Phillips was the only dissenting vote, as all other present board members accepted the preliminary design.

School board members expect to vote for or against a final design in January.

Phillips and school board member Roya Scott expressed the most frustration for the idea that the new design includes utilization of parts of the old high school, along with construction of a new school. Scott said it was the school district’s construction partners who said months ago that keeping parts of the old building was a “terrible idea.”

What’s coming

Construction leaders and school board members stressed this week that Nederland is receiving a first class high school that meets or exceeds all promises made to voters during the last bond election.

Construction is expected to begin next year with the new campus opening in the fall of 2023.

The original idea called for a brand new high school, with the classroom portion of the old school being demolished.

This week, the school board was presented with a proposal that keeps the choir department in the old band hall with a renovation upgrade. The Dog Dome would also be renovated to include new boys and girls locker rooms and, potentially, a new weight room.

A complete demolition of the high school is no longer planned, with much of the space saved for possible down-the-road district needs.

Construction officials are working to finalize a design that moves all other academic departments, including English Language Arts and Career and Technical Education programs, to the new building.

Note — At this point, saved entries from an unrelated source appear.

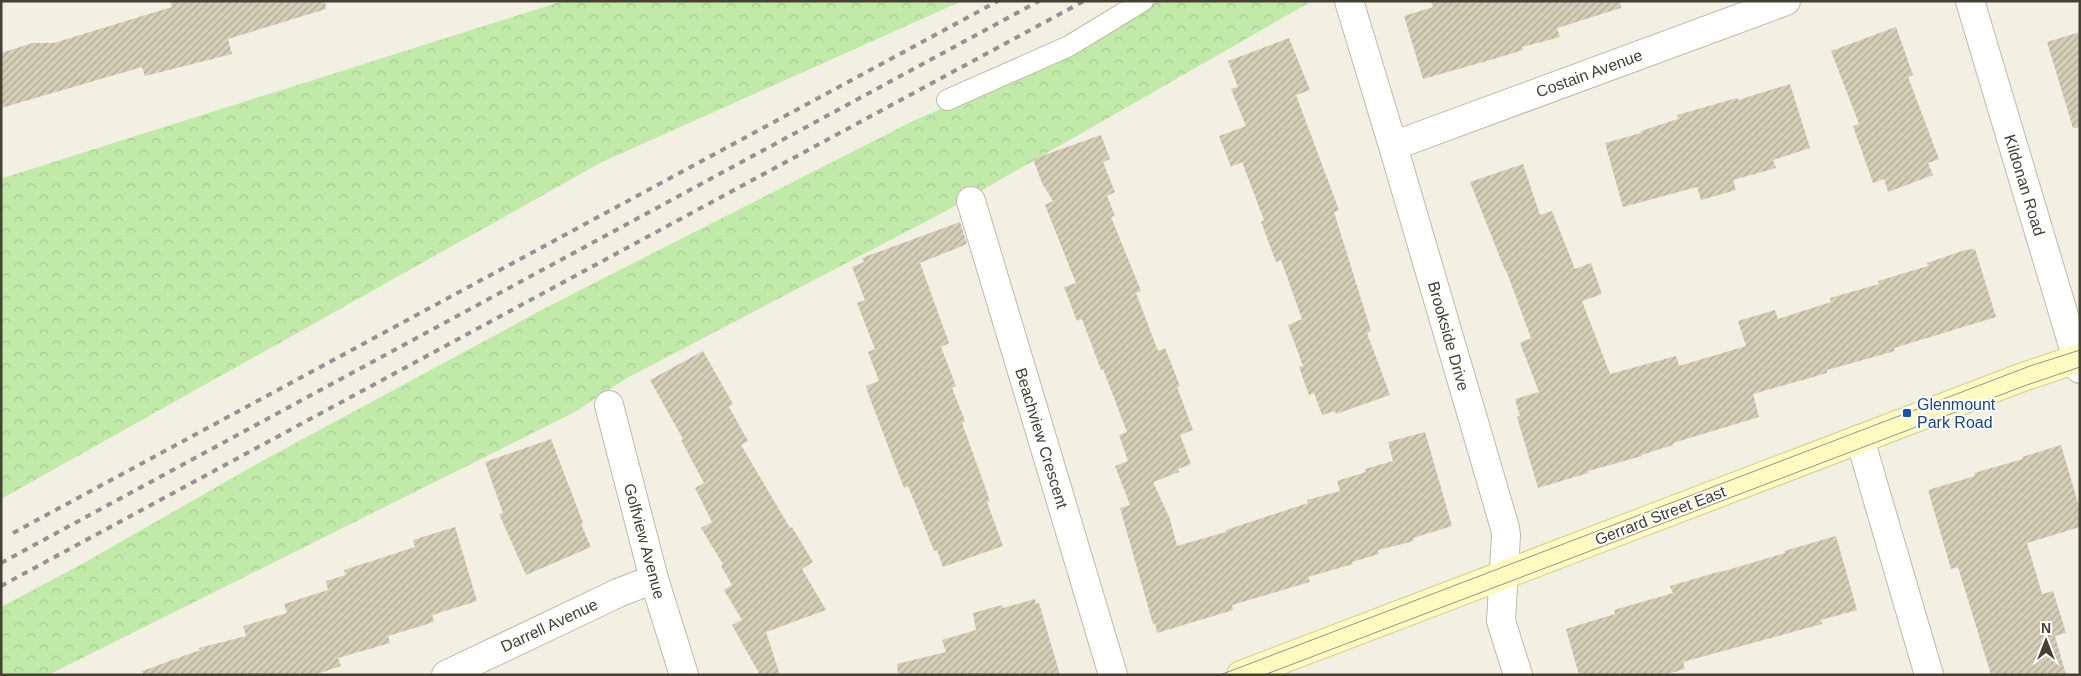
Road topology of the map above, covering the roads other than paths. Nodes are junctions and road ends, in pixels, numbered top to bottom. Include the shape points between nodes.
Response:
1 (1143, 1) edge
2 (1349, 1) edge
3 (1786, 1) edge
4 (1970, 1) edge
5 (947, 100) dead end
6 (1393, 146) junction
7 (971, 201) dead end
8 (2079, 362) edge
9 (610, 406) dead end
10 (1860, 439) junction
11 (1505, 575) junction
12 (654, 579) junction
13 (446, 675) edge
14 (684, 675) edge
15 (1113, 675) edge
16 (1241, 675) edge
17 (1518, 675) edge
18 (1929, 675) edge

1 - 5 lane via 1070,46
2 - 6 street, Brookside Drive
3 - 6 street, Costain Avenue
4 - 8 street, Kildonan Road
6 - 11 street, Brookside Drive via 1505,528
7 - 15 street, Beachview Crescent
8 - 10 main road, Gerrard Street East via 2023,377
9 - 12 street, Golfview Avenue
10 - 11 main road, Gerrard Street East
10 - 18 street
11 - 16 main road, Gerrard Street East
11 - 17 street, Brookside Drive via 1501,622
12 - 13 street, Darrell Avenue
12 - 14 street, Golfview Avenue

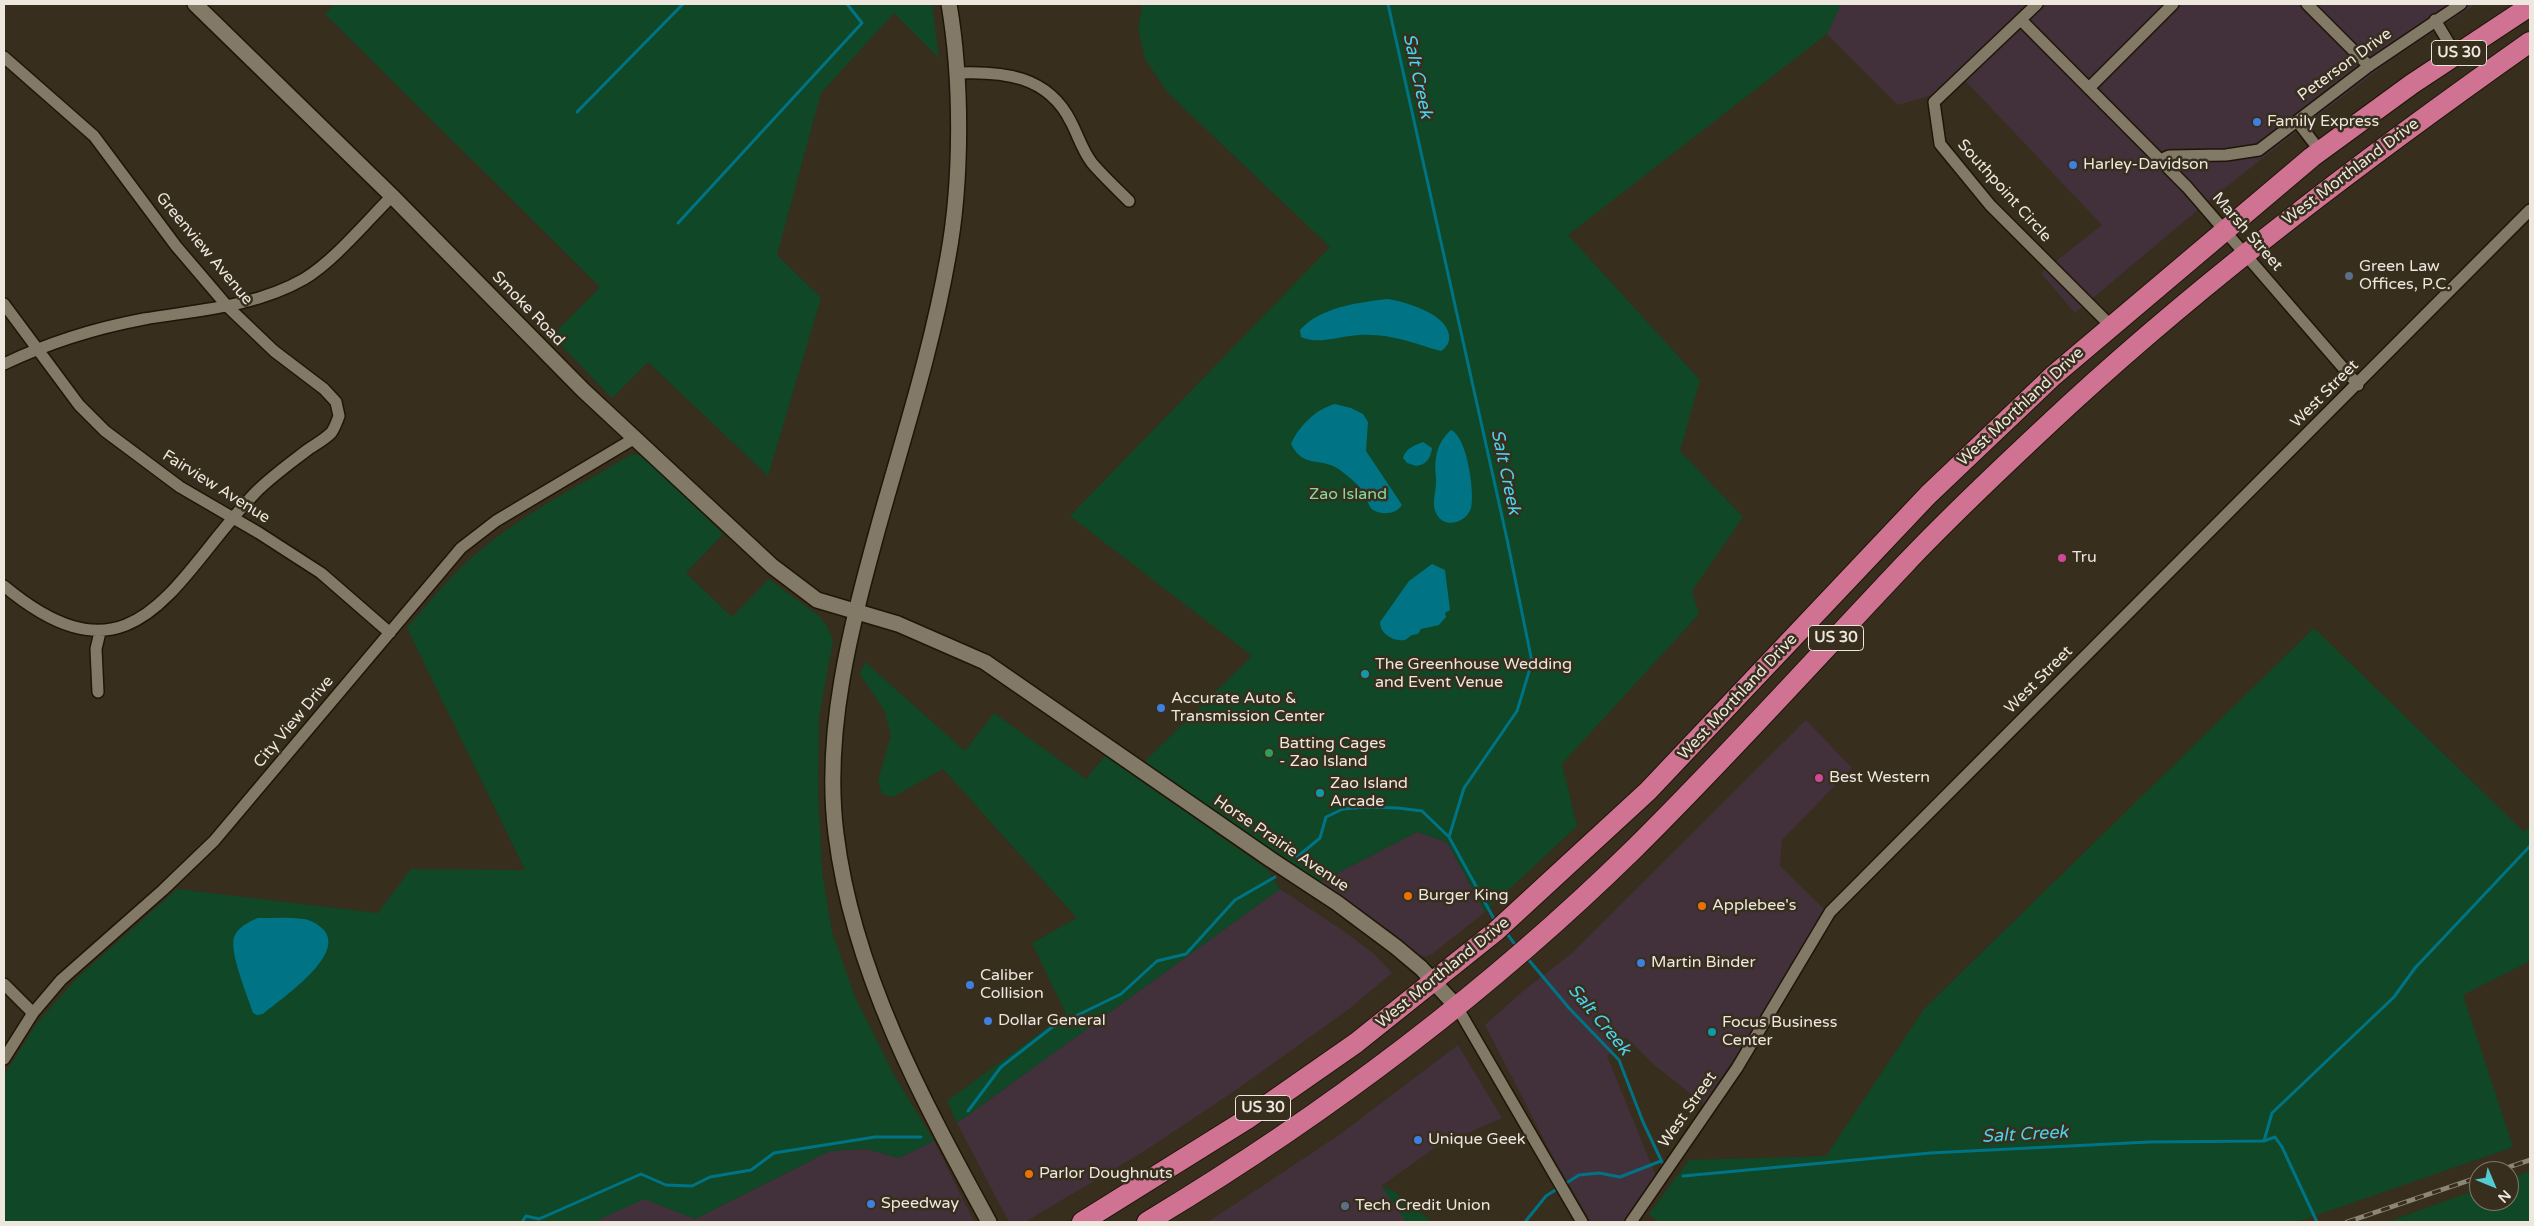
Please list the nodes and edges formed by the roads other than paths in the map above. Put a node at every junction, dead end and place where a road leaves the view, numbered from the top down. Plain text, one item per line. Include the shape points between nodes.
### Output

“What was presented (this week) was a first class high school that people are going to be proud of,” School Board President Micah Mosley said. “I do think there is going to be a little bit of confusion for people who were part of the stakeholder process when they see a portion of the high school stays with the gym.”

Lisa Michela of IBI, the design firm hired to oversee design and costs of NISD’s voter-approved $155.6-million bond package, said the new high school is expected to include 72 classrooms, up from 61 outlined in the bond.

The new school scope is slated to cover 277,000 square feet.

At one time there was a projection for a campus spread over 337,000 square feet.

“We didn’t know much about this district,” Michela said when addressing the school board Monday night. “You guys operate a little bit differently than what we are used to. You have a large CTE program. You have a different scheduling system. There are things we didn’t anticipate and didn’t really know until we started to dive into it.”

The increasing costs of building materials on a global scale is also contributing to the need to scale back the district’s most ambitious goals, according to Thomas Neild of construction manager H.B. Neild.